» WHAT YOU NEED TO DO
Output the whole listing exactly, with no pictures.

» DATA FOR THE TASK
********

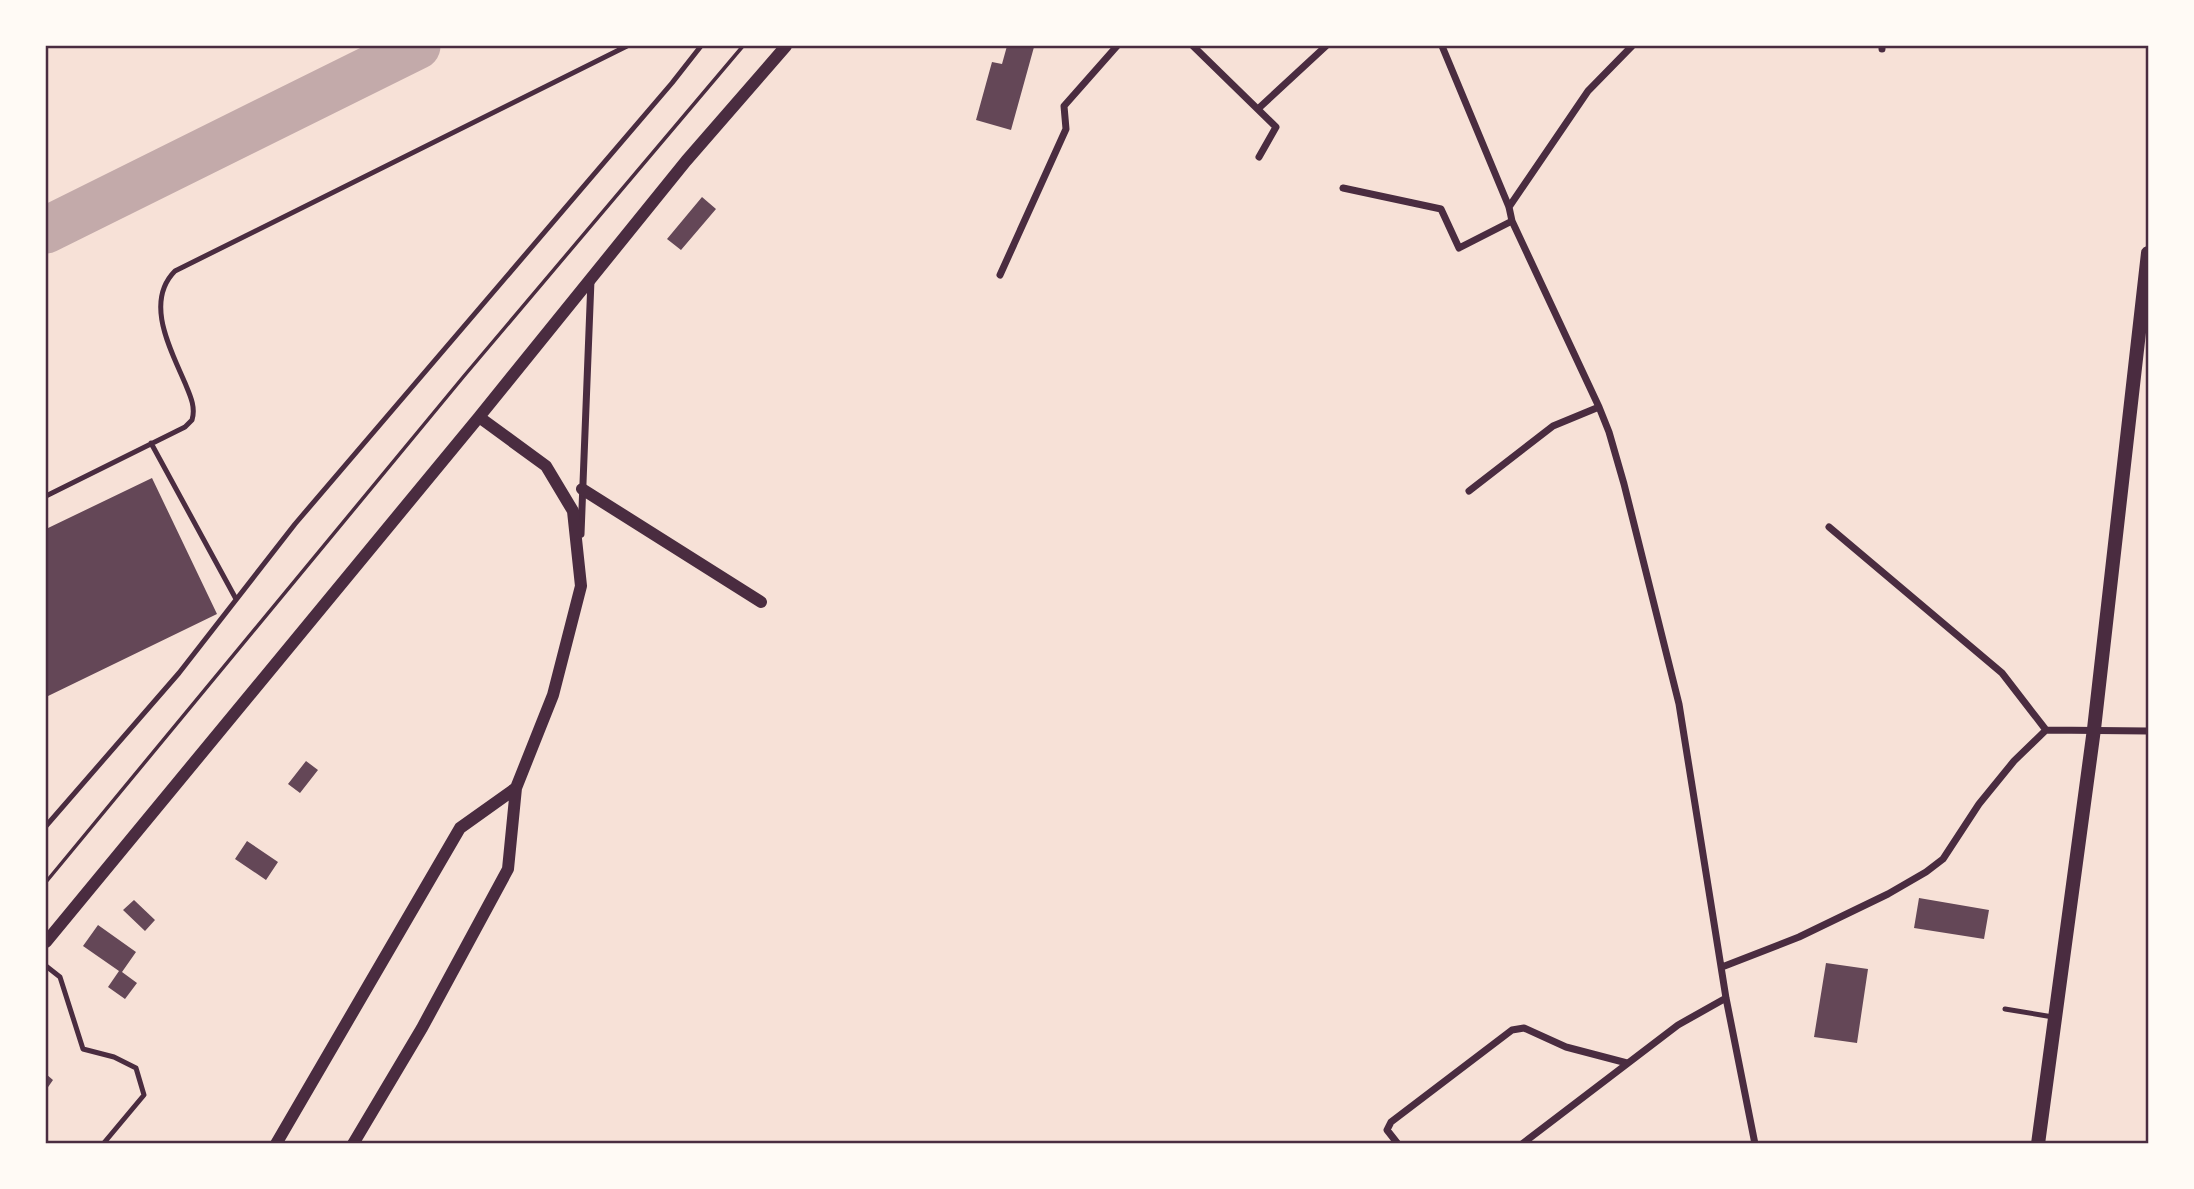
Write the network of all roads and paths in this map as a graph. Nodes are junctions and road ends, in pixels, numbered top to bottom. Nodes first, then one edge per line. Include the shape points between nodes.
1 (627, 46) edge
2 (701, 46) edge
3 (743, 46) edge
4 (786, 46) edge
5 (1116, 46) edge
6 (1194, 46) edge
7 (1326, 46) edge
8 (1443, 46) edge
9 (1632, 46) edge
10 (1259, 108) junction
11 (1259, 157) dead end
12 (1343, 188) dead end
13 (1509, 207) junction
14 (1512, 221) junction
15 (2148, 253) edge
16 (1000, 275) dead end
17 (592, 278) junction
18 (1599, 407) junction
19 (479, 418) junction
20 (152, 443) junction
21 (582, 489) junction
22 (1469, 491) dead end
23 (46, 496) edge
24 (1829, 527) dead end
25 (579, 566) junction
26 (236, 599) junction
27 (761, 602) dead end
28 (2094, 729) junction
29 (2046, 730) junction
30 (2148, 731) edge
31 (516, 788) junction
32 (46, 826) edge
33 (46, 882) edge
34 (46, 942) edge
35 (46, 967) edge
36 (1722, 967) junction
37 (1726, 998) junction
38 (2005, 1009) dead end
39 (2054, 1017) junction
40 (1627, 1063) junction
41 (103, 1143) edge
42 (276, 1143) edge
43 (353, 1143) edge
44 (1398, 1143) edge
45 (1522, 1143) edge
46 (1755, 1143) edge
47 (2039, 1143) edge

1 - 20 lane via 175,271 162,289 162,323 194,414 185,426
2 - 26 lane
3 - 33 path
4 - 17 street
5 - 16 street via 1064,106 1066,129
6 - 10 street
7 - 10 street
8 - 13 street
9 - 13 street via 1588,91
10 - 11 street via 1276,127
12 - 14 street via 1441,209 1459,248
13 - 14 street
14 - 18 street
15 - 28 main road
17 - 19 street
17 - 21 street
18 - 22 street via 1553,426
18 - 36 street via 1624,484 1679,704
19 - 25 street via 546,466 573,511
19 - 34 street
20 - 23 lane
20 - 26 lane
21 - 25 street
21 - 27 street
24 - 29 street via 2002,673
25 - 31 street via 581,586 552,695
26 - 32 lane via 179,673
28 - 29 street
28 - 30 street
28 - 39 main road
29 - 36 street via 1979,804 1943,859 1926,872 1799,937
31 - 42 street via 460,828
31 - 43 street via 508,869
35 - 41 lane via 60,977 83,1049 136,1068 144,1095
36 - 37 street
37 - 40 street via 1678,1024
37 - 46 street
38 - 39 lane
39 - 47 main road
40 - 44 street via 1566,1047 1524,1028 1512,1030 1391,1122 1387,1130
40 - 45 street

********

» RESPONSE TO THIS EXERCISE
Write the network of all roads and paths in this map as a graph. Nodes are junctions and road ends, in pixels, numbered top to bottom. Nodes first, then one edge per line. Include the shape points between nodes.
1 (627, 46) edge
2 (701, 46) edge
3 (743, 46) edge
4 (786, 46) edge
5 (1116, 46) edge
6 (1194, 46) edge
7 (1326, 46) edge
8 (1443, 46) edge
9 (1632, 46) edge
10 (1259, 108) junction
11 (1259, 157) dead end
12 (1343, 188) dead end
13 (1509, 207) junction
14 (1512, 221) junction
15 (2148, 253) edge
16 (1000, 275) dead end
17 (592, 278) junction
18 (1599, 407) junction
19 (479, 418) junction
20 (152, 443) junction
21 (582, 489) junction
22 (1469, 491) dead end
23 (46, 496) edge
24 (1829, 527) dead end
25 (579, 566) junction
26 (236, 599) junction
27 (761, 602) dead end
28 (2094, 729) junction
29 (2046, 730) junction
30 (2148, 731) edge
31 (516, 788) junction
32 (46, 826) edge
33 (46, 882) edge
34 (46, 942) edge
35 (46, 967) edge
36 (1722, 967) junction
37 (1726, 998) junction
38 (2005, 1009) dead end
39 (2054, 1017) junction
40 (1627, 1063) junction
41 (103, 1143) edge
42 (276, 1143) edge
43 (353, 1143) edge
44 (1398, 1143) edge
45 (1522, 1143) edge
46 (1755, 1143) edge
47 (2039, 1143) edge

1 - 20 lane via 175,271 162,289 162,323 194,414 185,426
2 - 26 lane
3 - 33 path
4 - 17 street
5 - 16 street via 1064,106 1066,129
6 - 10 street
7 - 10 street
8 - 13 street
9 - 13 street via 1588,91
10 - 11 street via 1276,127
12 - 14 street via 1441,209 1459,248
13 - 14 street
14 - 18 street
15 - 28 main road
17 - 19 street
17 - 21 street
18 - 22 street via 1553,426
18 - 36 street via 1624,484 1679,704
19 - 25 street via 546,466 573,511
19 - 34 street
20 - 23 lane
20 - 26 lane
21 - 25 street
21 - 27 street
24 - 29 street via 2002,673
25 - 31 street via 581,586 552,695
26 - 32 lane via 179,673
28 - 29 street
28 - 30 street
28 - 39 main road
29 - 36 street via 1979,804 1943,859 1926,872 1799,937
31 - 42 street via 460,828
31 - 43 street via 508,869
35 - 41 lane via 60,977 83,1049 136,1068 144,1095
36 - 37 street
37 - 40 street via 1678,1024
37 - 46 street
38 - 39 lane
39 - 47 main road
40 - 44 street via 1566,1047 1524,1028 1512,1030 1391,1122 1387,1130
40 - 45 street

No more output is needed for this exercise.